Transcribe only what runs from the line including "Bounding boxes for all text" through the last line of the entries, exactly as it appears.
──────────────────────────────
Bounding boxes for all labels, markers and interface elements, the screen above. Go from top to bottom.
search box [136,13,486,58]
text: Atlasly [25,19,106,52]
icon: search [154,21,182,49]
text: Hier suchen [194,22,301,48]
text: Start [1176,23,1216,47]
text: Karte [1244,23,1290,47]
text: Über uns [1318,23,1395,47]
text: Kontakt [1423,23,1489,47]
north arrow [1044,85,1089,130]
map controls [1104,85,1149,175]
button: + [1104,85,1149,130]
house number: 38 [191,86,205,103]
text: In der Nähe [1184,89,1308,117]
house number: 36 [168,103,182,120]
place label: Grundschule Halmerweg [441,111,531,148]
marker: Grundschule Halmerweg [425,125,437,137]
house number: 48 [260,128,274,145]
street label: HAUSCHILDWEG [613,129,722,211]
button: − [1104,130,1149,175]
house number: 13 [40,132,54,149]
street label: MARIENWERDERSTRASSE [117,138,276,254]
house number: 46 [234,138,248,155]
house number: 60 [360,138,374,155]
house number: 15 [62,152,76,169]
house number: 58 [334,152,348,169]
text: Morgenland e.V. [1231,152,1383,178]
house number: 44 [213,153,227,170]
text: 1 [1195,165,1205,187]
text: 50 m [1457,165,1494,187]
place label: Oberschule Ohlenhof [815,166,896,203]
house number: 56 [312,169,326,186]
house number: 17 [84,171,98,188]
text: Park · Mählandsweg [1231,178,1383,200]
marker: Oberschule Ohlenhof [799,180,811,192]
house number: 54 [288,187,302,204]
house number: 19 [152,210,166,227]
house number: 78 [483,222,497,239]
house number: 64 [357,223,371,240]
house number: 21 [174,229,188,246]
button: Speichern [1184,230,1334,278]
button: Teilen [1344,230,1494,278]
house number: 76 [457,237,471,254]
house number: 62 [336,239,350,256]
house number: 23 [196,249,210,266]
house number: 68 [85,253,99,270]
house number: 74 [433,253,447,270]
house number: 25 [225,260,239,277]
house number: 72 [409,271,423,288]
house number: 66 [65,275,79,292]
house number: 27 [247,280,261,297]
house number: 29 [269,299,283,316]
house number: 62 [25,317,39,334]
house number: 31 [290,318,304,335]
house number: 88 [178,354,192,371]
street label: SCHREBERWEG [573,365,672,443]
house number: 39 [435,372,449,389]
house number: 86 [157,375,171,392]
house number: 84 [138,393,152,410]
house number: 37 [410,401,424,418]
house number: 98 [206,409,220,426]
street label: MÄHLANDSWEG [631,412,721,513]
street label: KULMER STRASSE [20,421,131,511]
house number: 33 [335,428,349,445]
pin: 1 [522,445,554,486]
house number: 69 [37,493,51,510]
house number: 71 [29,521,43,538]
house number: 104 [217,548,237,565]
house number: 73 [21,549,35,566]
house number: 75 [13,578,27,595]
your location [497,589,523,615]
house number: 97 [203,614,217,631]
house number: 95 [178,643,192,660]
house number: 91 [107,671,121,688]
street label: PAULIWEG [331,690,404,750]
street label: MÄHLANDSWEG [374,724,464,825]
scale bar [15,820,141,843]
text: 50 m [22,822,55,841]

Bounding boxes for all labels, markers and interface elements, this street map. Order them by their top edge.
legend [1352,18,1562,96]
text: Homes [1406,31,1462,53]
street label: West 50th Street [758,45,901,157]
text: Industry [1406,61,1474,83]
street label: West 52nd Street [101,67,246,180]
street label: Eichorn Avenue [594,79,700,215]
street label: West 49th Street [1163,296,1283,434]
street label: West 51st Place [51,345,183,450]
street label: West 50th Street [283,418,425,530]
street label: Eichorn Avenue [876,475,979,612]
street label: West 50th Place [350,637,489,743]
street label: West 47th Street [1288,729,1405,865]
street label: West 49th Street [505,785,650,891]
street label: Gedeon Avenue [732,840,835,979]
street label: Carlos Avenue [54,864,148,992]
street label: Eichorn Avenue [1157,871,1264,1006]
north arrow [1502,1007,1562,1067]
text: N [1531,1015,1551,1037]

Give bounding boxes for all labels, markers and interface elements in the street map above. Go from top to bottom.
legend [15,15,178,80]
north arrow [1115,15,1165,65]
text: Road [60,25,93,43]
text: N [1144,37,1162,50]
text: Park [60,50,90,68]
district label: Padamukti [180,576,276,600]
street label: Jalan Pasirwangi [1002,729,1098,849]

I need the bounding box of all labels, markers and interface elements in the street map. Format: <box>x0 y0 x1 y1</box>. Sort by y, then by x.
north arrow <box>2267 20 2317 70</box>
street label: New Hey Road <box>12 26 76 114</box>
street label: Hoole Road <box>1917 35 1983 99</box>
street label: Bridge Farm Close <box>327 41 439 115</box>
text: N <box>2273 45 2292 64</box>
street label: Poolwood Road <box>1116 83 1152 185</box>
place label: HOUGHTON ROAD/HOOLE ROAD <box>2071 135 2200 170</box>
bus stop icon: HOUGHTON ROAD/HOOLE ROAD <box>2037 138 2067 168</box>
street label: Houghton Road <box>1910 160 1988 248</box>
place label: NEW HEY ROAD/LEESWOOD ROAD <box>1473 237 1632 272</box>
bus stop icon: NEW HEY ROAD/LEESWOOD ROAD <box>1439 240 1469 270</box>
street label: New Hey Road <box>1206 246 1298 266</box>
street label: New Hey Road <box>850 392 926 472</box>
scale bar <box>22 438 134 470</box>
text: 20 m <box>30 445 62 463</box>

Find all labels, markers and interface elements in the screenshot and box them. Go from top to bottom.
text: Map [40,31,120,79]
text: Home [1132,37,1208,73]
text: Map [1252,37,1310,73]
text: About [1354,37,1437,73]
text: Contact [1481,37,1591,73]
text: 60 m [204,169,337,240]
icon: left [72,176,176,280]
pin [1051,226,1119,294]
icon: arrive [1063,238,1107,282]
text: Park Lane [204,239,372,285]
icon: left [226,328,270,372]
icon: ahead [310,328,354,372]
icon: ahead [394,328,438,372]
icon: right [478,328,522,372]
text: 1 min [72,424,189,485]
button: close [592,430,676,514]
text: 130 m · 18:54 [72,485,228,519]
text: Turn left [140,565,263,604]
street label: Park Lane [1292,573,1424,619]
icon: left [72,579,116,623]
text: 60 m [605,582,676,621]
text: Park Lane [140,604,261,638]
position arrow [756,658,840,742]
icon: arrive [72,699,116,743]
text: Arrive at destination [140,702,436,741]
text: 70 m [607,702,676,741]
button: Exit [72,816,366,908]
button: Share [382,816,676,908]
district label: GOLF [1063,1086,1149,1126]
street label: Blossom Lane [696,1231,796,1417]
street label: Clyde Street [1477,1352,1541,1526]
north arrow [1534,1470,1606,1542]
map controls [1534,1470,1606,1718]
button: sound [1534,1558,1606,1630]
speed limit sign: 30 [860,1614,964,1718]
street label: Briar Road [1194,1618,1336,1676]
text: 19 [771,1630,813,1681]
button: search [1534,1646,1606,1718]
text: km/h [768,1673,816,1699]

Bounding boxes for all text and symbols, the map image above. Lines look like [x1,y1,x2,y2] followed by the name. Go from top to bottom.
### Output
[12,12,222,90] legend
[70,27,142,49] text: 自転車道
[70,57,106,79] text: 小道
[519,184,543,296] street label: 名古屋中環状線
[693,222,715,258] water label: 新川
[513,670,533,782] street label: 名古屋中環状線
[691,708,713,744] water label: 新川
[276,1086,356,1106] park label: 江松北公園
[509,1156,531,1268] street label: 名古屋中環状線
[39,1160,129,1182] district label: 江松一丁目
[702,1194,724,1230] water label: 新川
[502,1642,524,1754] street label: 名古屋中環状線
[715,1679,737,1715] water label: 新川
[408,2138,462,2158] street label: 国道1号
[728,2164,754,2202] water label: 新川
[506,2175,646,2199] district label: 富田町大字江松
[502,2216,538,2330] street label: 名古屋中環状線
──────────────────────────────
§ SOLUTION:
Bounding boxes for all text and symbols, the map image above. Lines look like [x1,y1,x2,y2] followed by the name. Go from top to bottom.
### Output
[12,12,222,90] legend
[70,27,142,49] text: 自転車道
[70,57,106,79] text: 小道
[519,184,543,296] street label: 名古屋中環状線
[693,222,715,258] water label: 新川
[513,670,533,782] street label: 名古屋中環状線
[691,708,713,744] water label: 新川
[276,1086,356,1106] park label: 江松北公園
[509,1156,531,1268] street label: 名古屋中環状線
[39,1160,129,1182] district label: 江松一丁目
[702,1194,724,1230] water label: 新川
[502,1642,524,1754] street label: 名古屋中環状線
[715,1679,737,1715] water label: 新川
[408,2138,462,2158] street label: 国道1号
[728,2164,754,2202] water label: 新川
[506,2175,646,2199] district label: 富田町大字江松
[502,2216,538,2330] street label: 名古屋中環状線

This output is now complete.